This is an automated email from the ASF dual-hosted git repository.
dongjoon pushed a commit to branch main
in repository https://gitbox.apache.org/repos/asf/orc.git
The following commit(s) were added to refs/heads/main by this push:
new 25fb75550 ORC-1409: [Docs] Add stream order description in ORC spec
25fb75550 is described below
commit 25fb75550eed7998698e795c184d6eb883ba7729
Author: deshanxiao <[email protected]>
AuthorDate: Tue May 16 13:19:24 2023 -0700
ORC-1409: [Docs] Add stream order description in ORC spec
### What changes were proposed in this pull request?
This PR is aimed to add more description about stream order in ORC spec.
### Why are the changes needed?
There are many users who are misled by the order of the document table, in
fact the stream has no fixed order.
#1450
### How was this patch tested?
Closes #1465 from deshanxiao/add-order-description.
Authored-by: deshanxiao <[email protected]>
Signed-off-by: Dongjoon Hyun <[email protected]>
---
site/specification/ORCv0.md | 28 +++++++++++++++++++++++++++-
site/specification/ORCv1.md | 27 ++++++++++++++++++++++++++-
site/specification/ORCv2.md | 27 ++++++++++++++++++++++++++-
3 files changed, 79 insertions(+), 3 deletions(-)
diff --git a/site/specification/ORCv0.md b/site/specification/ORCv0.md
index 3ca477212..de3e4b512 100644
--- a/site/specification/ORCv0.md
+++ b/site/specification/ORCv0.md
@@ -501,6 +501,24 @@ uses three streams PRESENT, DATA, and LENGTH, which stores
the length
of each value. The details of each type will be presented in the
following subsections.
+There is a general order for index and data streams:
+* Index streams are always placed together in the beginning of the stripe.

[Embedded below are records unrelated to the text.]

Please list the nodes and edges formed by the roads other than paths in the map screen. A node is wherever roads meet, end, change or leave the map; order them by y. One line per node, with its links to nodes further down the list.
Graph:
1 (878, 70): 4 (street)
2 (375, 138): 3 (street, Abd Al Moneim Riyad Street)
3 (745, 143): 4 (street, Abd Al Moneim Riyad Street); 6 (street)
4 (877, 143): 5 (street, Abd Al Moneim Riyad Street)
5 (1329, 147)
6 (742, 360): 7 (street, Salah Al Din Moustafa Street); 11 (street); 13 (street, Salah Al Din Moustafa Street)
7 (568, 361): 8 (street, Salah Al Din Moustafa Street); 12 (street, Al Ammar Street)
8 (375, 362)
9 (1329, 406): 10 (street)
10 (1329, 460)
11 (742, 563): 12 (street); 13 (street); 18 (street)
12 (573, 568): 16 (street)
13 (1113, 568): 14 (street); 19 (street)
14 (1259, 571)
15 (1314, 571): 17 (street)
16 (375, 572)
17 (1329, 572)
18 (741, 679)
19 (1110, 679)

+* Data streams are placed together after index streams (if any).
+* Inside index streams or data streams, the unencrypted streams should be
+ placed first and then followed by streams grouped by each encryption variant.
+
+There is no fixed order within each unencrypted or encryption variant in the
+index and data streams:
+* Different stream kinds of the same column can be placed in any order.

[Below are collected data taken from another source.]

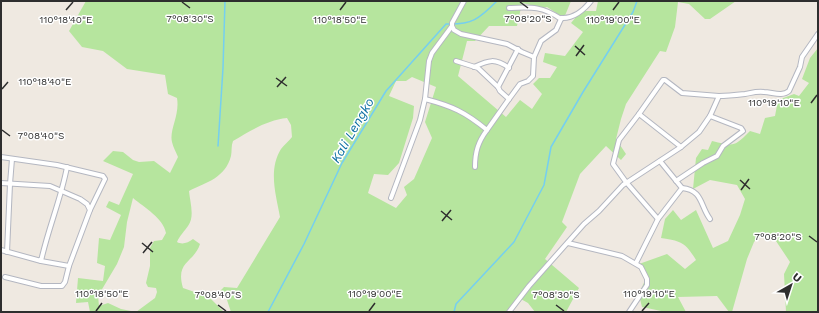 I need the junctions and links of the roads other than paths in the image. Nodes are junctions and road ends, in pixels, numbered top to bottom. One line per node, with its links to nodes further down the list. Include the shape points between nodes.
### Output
1 (464, 1): 5 (street)
2 (591, 1): 4 (street, via 576,14)
3 (510, 8): 4 (street, via 536,8)
4 (561, 19): 8 (street, via 556,30 541,41)
5 (452, 25): 7 (street, via 454,30 461,34 500,42); 14 (street, via 429,61)
6 (818, 34): 13 (street, via 802,57 794,83 786,94 752,92)
7 (518, 49): 8 (street); 11 (street)
8 (534, 57): 15 (street, via 533,76 520,84)
9 (456, 61): 10 (street)
10 (474, 67): 11 (street, via 492,60); 12 (street)
11 (509, 68): 12 (street)
12 (498, 87): 15 (street)
13 (719, 96): 16 (street, via 682,93 664,80); 17 (street)
14 (425, 99): 18 (street, via 460,110); 31 (street, via 420,120)
15 (509, 99): 18 (street)
16 (639, 114): 19 (street); 26 (street, via 620,139 613,161 613,165)
17 (710, 116): 19 (street, via 699,132); 25 (street, via 743,131 724,146 717,156)
18 (487, 130): 24 (street, via 477,147)
19 (681, 147): 22 (street)
20 (1, 157): 21 (street)
21 (12, 159): 23 (street); 28 (street)
22 (660, 161): 25 (street); 26 (street)
23 (67, 167): 30 (street); 32 (street, via 105,179)
24 (475, 167)
25 (676, 181): 29 (street)
26 (626, 182): 33 (street); 35 (street, via 587,220)
27 (1, 183): 28 (street)
28 (10, 184): 30 (street, via 42,185); 37 (street)
29 (682, 188): 33 (street); 34 (street, via 696,194)
30 (61, 191): 32 (street, via 84,201); 38 (street)
31 (390, 198)
32 (90, 210): 40 (street)
33 (658, 219): 39 (street)
34 (710, 219)
35 (568, 243): 39 (street, via 622,256); 42 (street)
36 (1, 250): 37 (street)
37 (7, 252): 38 (street)
38 (41, 261): 40 (street)
39 (636, 263): 43 (street, via 645,274 647,285)
40 (70, 266): 41 (street, via 65,282 60,287 41,286)
41 (5, 277)
42 (509, 312)
43 (629, 312)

+* Streams from different columns can even be placed in any order.
+ To get the precise information (a.k.a stream kind, column id and location) of
+ a stream within a stripe, the streams field in the StripeFooter described
below
+ is the single source of truth.
+
+In the example of the integer column mentioned above, the order of the
+PRESENT stream and the DATA stream cannot be determined in advance.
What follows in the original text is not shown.